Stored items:

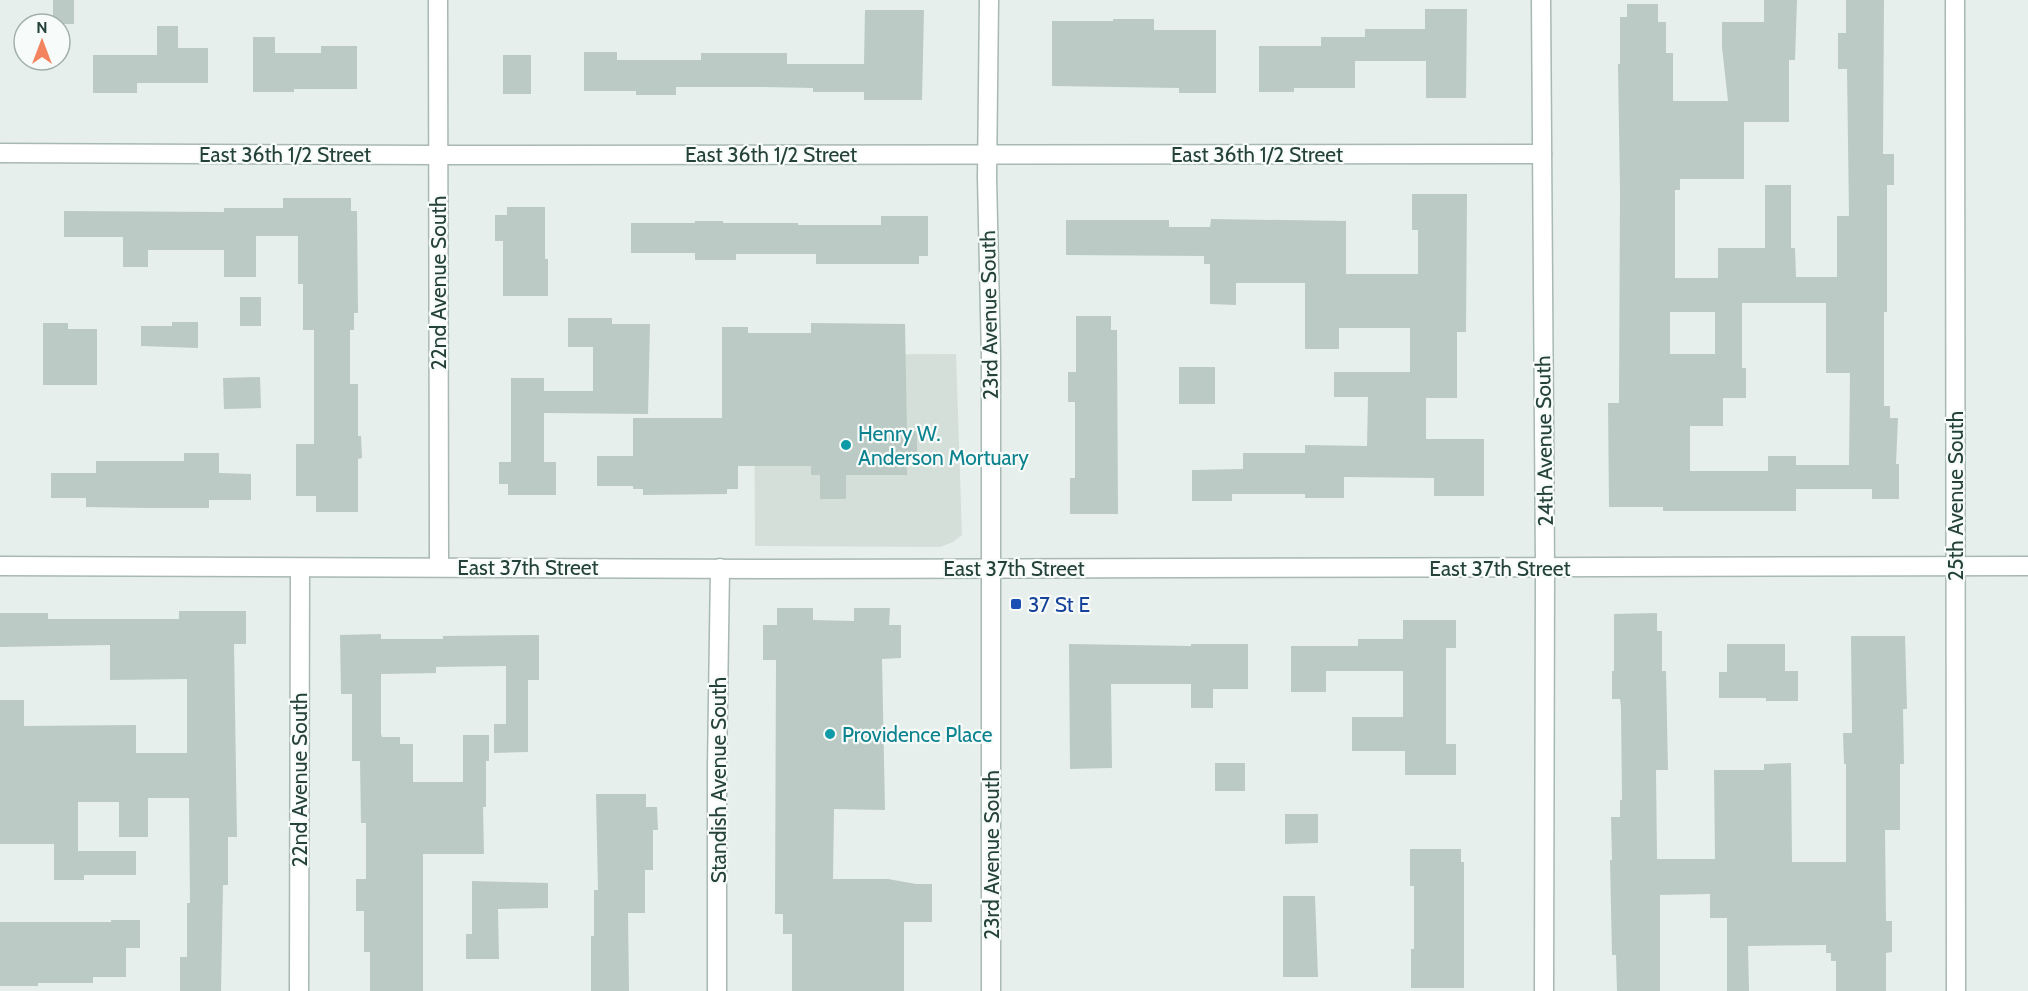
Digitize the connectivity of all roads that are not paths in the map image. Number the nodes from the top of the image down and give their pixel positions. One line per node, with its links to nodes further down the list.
1 (438, 0): 8 (street, 22nd Avenue South)
2 (989, 0): 6 (street, 23rd Avenue South)
3 (1541, 0): 7 (street, 24th Avenue South)
4 (1955, 0): 12 (street, 25th Avenue South)
5 (0, 153): 8 (street, East 36th 1/2 Street)
6 (987, 154): 7 (street, East 36th 1/2 Street); 8 (street, East 36th 1/2 Street); 15 (street, 23rd Avenue South)
7 (1542, 154): 16 (street, 24th Avenue South)
8 (437, 155): 10 (street, 22nd Avenue South)
9 (0, 566): 13 (street, East 37th Street)
10 (439, 566): 13 (street, East 37th Street); 14 (street, East 37th Street)
11 (2028, 566): 12 (street, East 37th Street)
12 (1956, 567): 16 (street, East 37th Street); 21 (street, 25th Avenue South)
13 (300, 568): 17 (street, 22nd Avenue South)
14 (720, 568): 15 (street, East 37th Street); 18 (street, Standish Avenue South)
15 (990, 568): 16 (street, East 37th Street); 19 (street, 23rd Avenue South)
16 (1545, 569): 20 (street, 24th Avenue South)
17 (299, 991)
18 (717, 991)
19 (991, 991)
20 (1544, 991)
21 (1956, 991)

§ **The problem**:
None of the pictures should be copied, but every record above must be restated in full.

§ **Task solution**:
Digitize the connectivity of all roads that are not paths in the map image. Number the nodes from the top of the image down and give their pixel positions. One line per node, with its links to nodes further down the list.
1 (438, 0): 8 (street, 22nd Avenue South)
2 (989, 0): 6 (street, 23rd Avenue South)
3 (1541, 0): 7 (street, 24th Avenue South)
4 (1955, 0): 12 (street, 25th Avenue South)
5 (0, 153): 8 (street, East 36th 1/2 Street)
6 (987, 154): 7 (street, East 36th 1/2 Street); 8 (street, East 36th 1/2 Street); 15 (street, 23rd Avenue South)
7 (1542, 154): 16 (street, 24th Avenue South)
8 (437, 155): 10 (street, 22nd Avenue South)
9 (0, 566): 13 (street, East 37th Street)
10 (439, 566): 13 (street, East 37th Street); 14 (street, East 37th Street)
11 (2028, 566): 12 (street, East 37th Street)
12 (1956, 567): 16 (street, East 37th Street); 21 (street, 25th Avenue South)
13 (300, 568): 17 (street, 22nd Avenue South)
14 (720, 568): 15 (street, East 37th Street); 18 (street, Standish Avenue South)
15 (990, 568): 16 (street, East 37th Street); 19 (street, 23rd Avenue South)
16 (1545, 569): 20 (street, 24th Avenue South)
17 (299, 991)
18 (717, 991)
19 (991, 991)
20 (1544, 991)
21 (1956, 991)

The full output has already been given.